EXERCISE OBJECTIVE – Without changing a word, repeat the data, and include no pictures.

EXERCISE INPUT –

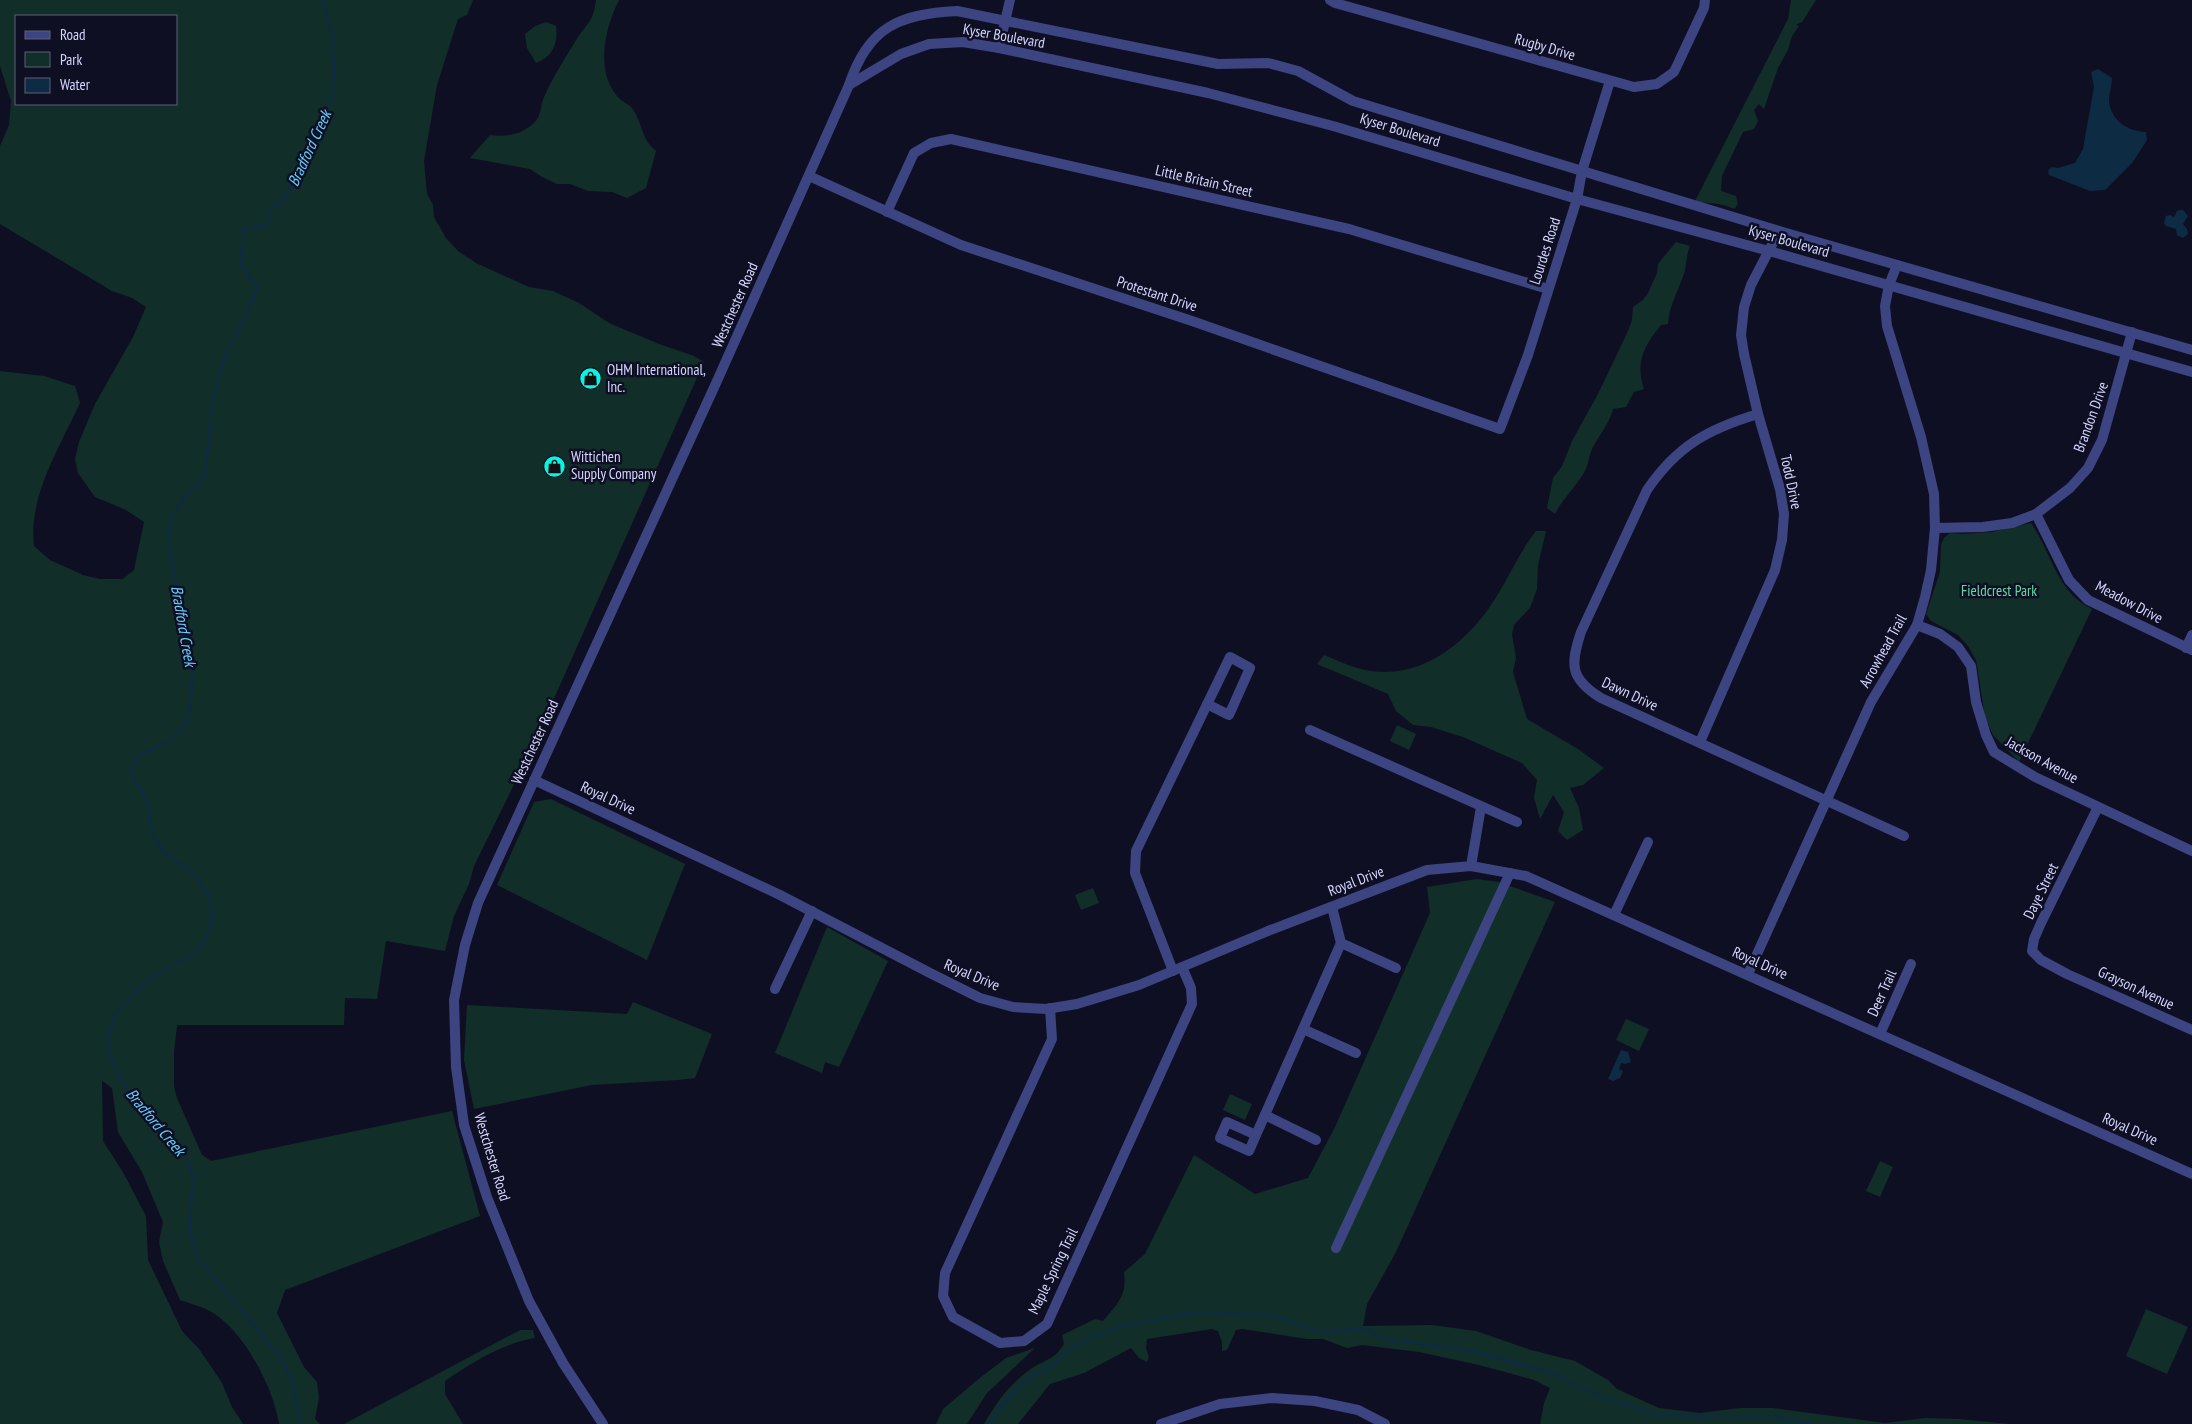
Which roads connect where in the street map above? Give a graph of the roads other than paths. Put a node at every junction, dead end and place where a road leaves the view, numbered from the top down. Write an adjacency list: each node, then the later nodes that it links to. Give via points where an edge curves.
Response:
1 (1010, 0): 4 (street)
2 (1330, 0): 6 (street, Rugby Drive)
3 (1705, 0): 6 (street, Rugby Drive, via 1674,72 1657,84 1634,87)
4 (1006, 21): 5 (street); 7 (street, Kyser Boulevard, via 957,11 925,13 899,21 871,41 856,63); 8 (street, Kyser Boulevard, via 1218,64 1268,64 1298,71 1353,100)
5 (999, 48): 7 (street, Kyser Boulevard, via 963,42 929,44 901,54); 10 (street, Kyser Boulevard, via 1208,93 1333,126)
6 (1610, 81): 8 (street, Lourdes Road)
7 (849, 86): 9 (street, Westchester Road)
8 (1582, 171): 10 (street, Lourdes Road); 12 (street, Kyser Boulevard)
9 (809, 176): 11 (street, Protestant Drive); 31 (street, Westchester Road)
10 (1577, 199): 13 (street, Kyser Boulevard); 16 (street, Lourdes Road)
11 (887, 212): 16 (street, Little Britain Street, via 914,153 931,143 951,139 1349,229); 22 (street, Protestant Drive, via 961,245 1192,321)
12 (1779, 231): 13 (street, Todd Drive); 14 (street, Kyser Boulevard)
13 (1769, 251): 15 (street, Kyser Boulevard); 21 (street, Todd Drive, via 1751,285 1744,307 1741,335)
14 (1897, 265): 15 (street, Arrowhead Trail); 17 (street, Kyser Boulevard)
15 (1890, 285): 19 (street, Kyser Boulevard); 24 (street, Arrowhead Trail, via 1885,306 1887,326 1921,437 1934,494)
16 (1548, 289): 22 (street, Lourdes Road)
17 (2132, 332): 18 (street, Kyser Boulevard); 19 (street, Brandon Drive)
18 (2192, 350)
19 (2127, 353): 20 (street, Kyser Boulevard); 23 (street, Brandon Drive, via 2102,440 2088,468 2070,488)
20 (2192, 372)
21 (1758, 414): 30 (street, Todd Drive, via 1780,489 1784,514 1782,540 1775,570); 30 (street, Dawn Drive, via 1710,431 1687,446 1660,471 1647,490 1581,632 1574,654 1574,670 1584,688)
22 (1500, 429)
23 (2036, 514): 24 (street, Brandon Drive, via 1992,526); 27 (street, Meadow Drive, via 2069,580 2088,600)
24 (1935, 528): 25 (street, Arrowhead Trail, via 1930,570)
25 (1917, 625): 32 (street, Arrowhead Trail, via 1871,702); 33 (street, Jackson Avenue, via 1940,634 1958,647 1971,666 1976,702 1994,752 2035,777)
26 (2192, 635): 27 (street)
27 (2189, 649)
28 (1207, 704): 28 (street, Maple Spring Trail, via 1230,657 1250,668 1229,716); 47 (street, Maple Spring Trail, via 1136,851 1135,873)
29 (1310, 730): 34 (street)
30 (1700, 742): 32 (street, Dawn Drive)
31 (534, 780): 42 (street, Royal Drive); 62 (street, Westchester Road, via 478,903 465,944 454,1000 456,1067 464,1125 487,1197 529,1301 563,1363)
32 (1826, 800): 36 (street, Dawn Drive); 48 (street, Arrowhead Trail)
33 (2098, 806): 38 (street, Jackson Avenue); 49 (street, Daye Street, via 2034,939 2032,951 2041,960)
34 (1481, 807): 35 (street); 39 (street)
35 (1517, 822)
36 (1904, 836)
37 (1648, 842): 43 (street)
38 (2192, 851)
39 (1471, 866): 40 (street, Royal Drive); 41 (street, Royal Drive, via 1427,870)
40 (1510, 873): 43 (street, Royal Drive, via 1549,885); 60 (street)
41 (1332, 907): 44 (street); 47 (street, Royal Drive)
42 (812, 911): 50 (street); 51 (street, Royal Drive, via 980,998 1013,1007)
43 (1614, 915): 48 (street, Royal Drive)
44 (1341, 943): 46 (street); 52 (street)
45 (1911, 964): 54 (street, Deer Trail)
46 (1396, 968)
47 (1178, 969): 51 (street, Royal Drive, via 1077,1004); 51 (street, Maple Spring Trail, via 1191,988 1192,1004 1047,1324 1024,1341 1000,1343 952,1317 943,1296 945,1273 1052,1039)
48 (1748, 974): 54 (street, Royal Drive)
49 (2067, 974): 53 (street, Grayson Avenue)
50 (775, 989)
51 (1050, 1008)
52 (1303, 1029): 55 (street); 56 (street)
53 (2192, 1030)
54 (1880, 1034): 59 (street, Royal Drive)
55 (1356, 1053)
56 (1265, 1115): 57 (street); 58 (street)
57 (1256, 1134)
58 (1316, 1140)
59 (2192, 1174)
60 (1336, 1248)
61 (1379, 1423): 63 (street, via 1358,1410 1315,1401 1272,1398 1220,1404)
62 (603, 1424)
63 (1161, 1424)

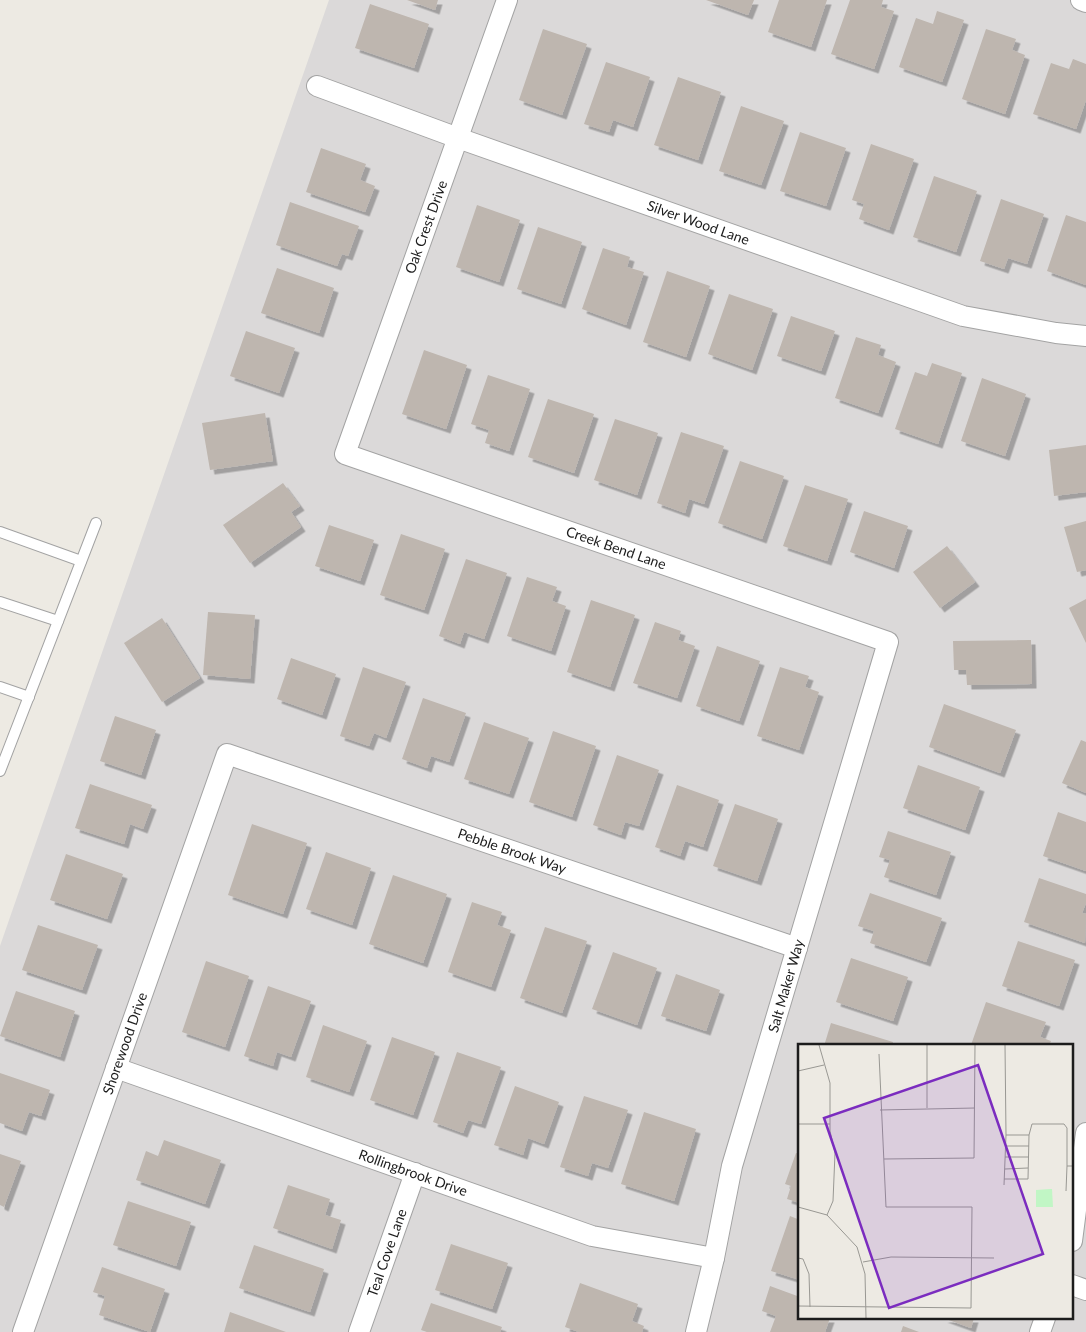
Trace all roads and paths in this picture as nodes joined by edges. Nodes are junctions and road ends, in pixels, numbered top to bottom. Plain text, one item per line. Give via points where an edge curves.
1 (507, 0) edge
2 (1081, 0) edge
3 (1086, 2) edge
4 (317, 86) dead end
5 (458, 138) junction
6 (1086, 336) edge
7 (345, 454) joint
8 (96, 523) dead end
9 (0, 532) edge
10 (81, 560) junction
11 (0, 602) edge
12 (58, 621) junction
13 (888, 642) joint
14 (0, 687) edge
15 (29, 697) junction
16 (226, 754) joint
17 (1, 768) edge
18 (797, 948) junction
19 (116, 1068) junction
20 (1086, 1133) edge
21 (415, 1173) junction
22 (1074, 1226) edge
23 (714, 1258) junction
24 (1074, 1286) edge
25 (1086, 1290) edge
26 (1044, 1320) edge
27 (23, 1332) edge
28 (359, 1332) edge
29 (696, 1332) edge
30 (1040, 1332) edge

1 - 5 street, Oak Crest Drive
2 - 3 street
4 - 5 street, Silver Wood Lane
5 - 6 street, Silver Wood Lane via 963,316
5 - 7 street, Oak Crest Drive
7 - 13 street, Creek Bend Lane
8 - 10 lane
9 - 10 lane
10 - 12 lane
11 - 12 lane
12 - 15 lane
13 - 18 street, Salt Maker Way
14 - 15 lane
15 - 17 lane
16 - 18 street, Pebble Brook Way
16 - 19 street, Shorewood Drive
18 - 23 street, Salt Maker Way via 732,1166
19 - 21 street, Rollingbrook Drive
19 - 27 street, Shorewood Drive
20 - 22 street
21 - 23 street, Rollingbrook Drive via 592,1236
21 - 28 street, Teal Cove Lane
23 - 29 street, Salt Maker Way
24 - 25 street
26 - 30 street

FINAL ANSWER –
Which roads connect where in the street map above? Give a graph of the roads other than paths. Put a node at every junction, dead end and place where a road leaves the view, numbered from the top down. Write an adjacency list: each node, then the later nodes that it links to. Give via points where an edge curves.
Response:
1 (1010, 0): 4 (street)
2 (1330, 0): 6 (street, Rugby Drive)
3 (1705, 0): 6 (street, Rugby Drive, via 1674,72 1657,84 1634,87)
4 (1006, 21): 5 (street); 7 (street, Kyser Boulevard, via 957,11 925,13 899,21 871,41 856,63); 8 (street, Kyser Boulevard, via 1218,64 1268,64 1298,71 1353,100)
5 (999, 48): 7 (street, Kyser Boulevard, via 963,42 929,44 901,54); 10 (street, Kyser Boulevard, via 1208,93 1333,126)
6 (1610, 81): 8 (street, Lourdes Road)
7 (849, 86): 9 (street, Westchester Road)
8 (1582, 171): 10 (street, Lourdes Road); 12 (street, Kyser Boulevard)
9 (809, 176): 11 (street, Protestant Drive); 31 (street, Westchester Road)
10 (1577, 199): 13 (street, Kyser Boulevard); 16 (street, Lourdes Road)
11 (887, 212): 16 (street, Little Britain Street, via 914,153 931,143 951,139 1349,229); 22 (street, Protestant Drive, via 961,245 1192,321)
12 (1779, 231): 13 (street, Todd Drive); 14 (street, Kyser Boulevard)
13 (1769, 251): 15 (street, Kyser Boulevard); 21 (street, Todd Drive, via 1751,285 1744,307 1741,335)
14 (1897, 265): 15 (street, Arrowhead Trail); 17 (street, Kyser Boulevard)
15 (1890, 285): 19 (street, Kyser Boulevard); 24 (street, Arrowhead Trail, via 1885,306 1887,326 1921,437 1934,494)
16 (1548, 289): 22 (street, Lourdes Road)
17 (2132, 332): 18 (street, Kyser Boulevard); 19 (street, Brandon Drive)
18 (2192, 350)
19 (2127, 353): 20 (street, Kyser Boulevard); 23 (street, Brandon Drive, via 2102,440 2088,468 2070,488)
20 (2192, 372)
21 (1758, 414): 30 (street, Todd Drive, via 1780,489 1784,514 1782,540 1775,570); 30 (street, Dawn Drive, via 1710,431 1687,446 1660,471 1647,490 1581,632 1574,654 1574,670 1584,688)
22 (1500, 429)
23 (2036, 514): 24 (street, Brandon Drive, via 1992,526); 27 (street, Meadow Drive, via 2069,580 2088,600)
24 (1935, 528): 25 (street, Arrowhead Trail, via 1930,570)
25 (1917, 625): 32 (street, Arrowhead Trail, via 1871,702); 33 (street, Jackson Avenue, via 1940,634 1958,647 1971,666 1976,702 1994,752 2035,777)
26 (2192, 635): 27 (street)
27 (2189, 649)
28 (1207, 704): 28 (street, Maple Spring Trail, via 1230,657 1250,668 1229,716); 47 (street, Maple Spring Trail, via 1136,851 1135,873)
29 (1310, 730): 34 (street)
30 (1700, 742): 32 (street, Dawn Drive)
31 (534, 780): 42 (street, Royal Drive); 62 (street, Westchester Road, via 478,903 465,944 454,1000 456,1067 464,1125 487,1197 529,1301 563,1363)
32 (1826, 800): 36 (street, Dawn Drive); 48 (street, Arrowhead Trail)
33 (2098, 806): 38 (street, Jackson Avenue); 49 (street, Daye Street, via 2034,939 2032,951 2041,960)
34 (1481, 807): 35 (street); 39 (street)
35 (1517, 822)
36 (1904, 836)
37 (1648, 842): 43 (street)
38 (2192, 851)
39 (1471, 866): 40 (street, Royal Drive); 41 (street, Royal Drive, via 1427,870)
40 (1510, 873): 43 (street, Royal Drive, via 1549,885); 60 (street)
41 (1332, 907): 44 (street); 47 (street, Royal Drive)
42 (812, 911): 50 (street); 51 (street, Royal Drive, via 980,998 1013,1007)
43 (1614, 915): 48 (street, Royal Drive)
44 (1341, 943): 46 (street); 52 (street)
45 (1911, 964): 54 (street, Deer Trail)
46 (1396, 968)
47 (1178, 969): 51 (street, Royal Drive, via 1077,1004); 51 (street, Maple Spring Trail, via 1191,988 1192,1004 1047,1324 1024,1341 1000,1343 952,1317 943,1296 945,1273 1052,1039)
48 (1748, 974): 54 (street, Royal Drive)
49 (2067, 974): 53 (street, Grayson Avenue)
50 (775, 989)
51 (1050, 1008)
52 (1303, 1029): 55 (street); 56 (street)
53 (2192, 1030)
54 (1880, 1034): 59 (street, Royal Drive)
55 (1356, 1053)
56 (1265, 1115): 57 (street); 58 (street)
57 (1256, 1134)
58 (1316, 1140)
59 (2192, 1174)
60 (1336, 1248)
61 (1379, 1423): 63 (street, via 1358,1410 1315,1401 1272,1398 1220,1404)
62 (603, 1424)
63 (1161, 1424)

Trace all roads and paths in this picture as nodes joined by edges. Nodes are junctions and road ends, in pixels, numbered top to bottom. Plain text, one item per line. Give via points where an edge curves.
1 (507, 0) edge
2 (1081, 0) edge
3 (1086, 2) edge
4 (317, 86) dead end
5 (458, 138) junction
6 (1086, 336) edge
7 (345, 454) joint
8 (96, 523) dead end
9 (0, 532) edge
10 (81, 560) junction
11 (0, 602) edge
12 (58, 621) junction
13 (888, 642) joint
14 (0, 687) edge
15 (29, 697) junction
16 (226, 754) joint
17 (1, 768) edge
18 (797, 948) junction
19 (116, 1068) junction
20 (1086, 1133) edge
21 (415, 1173) junction
22 (1074, 1226) edge
23 (714, 1258) junction
24 (1074, 1286) edge
25 (1086, 1290) edge
26 (1044, 1320) edge
27 (23, 1332) edge
28 (359, 1332) edge
29 (696, 1332) edge
30 (1040, 1332) edge

1 - 5 street, Oak Crest Drive
2 - 3 street
4 - 5 street, Silver Wood Lane
5 - 6 street, Silver Wood Lane via 963,316
5 - 7 street, Oak Crest Drive
7 - 13 street, Creek Bend Lane
8 - 10 lane
9 - 10 lane
10 - 12 lane
11 - 12 lane
12 - 15 lane
13 - 18 street, Salt Maker Way
14 - 15 lane
15 - 17 lane
16 - 18 street, Pebble Brook Way
16 - 19 street, Shorewood Drive
18 - 23 street, Salt Maker Way via 732,1166
19 - 21 street, Rollingbrook Drive
19 - 27 street, Shorewood Drive
20 - 22 street
21 - 23 street, Rollingbrook Drive via 592,1236
21 - 28 street, Teal Cove Lane
23 - 29 street, Salt Maker Way
24 - 25 street
26 - 30 street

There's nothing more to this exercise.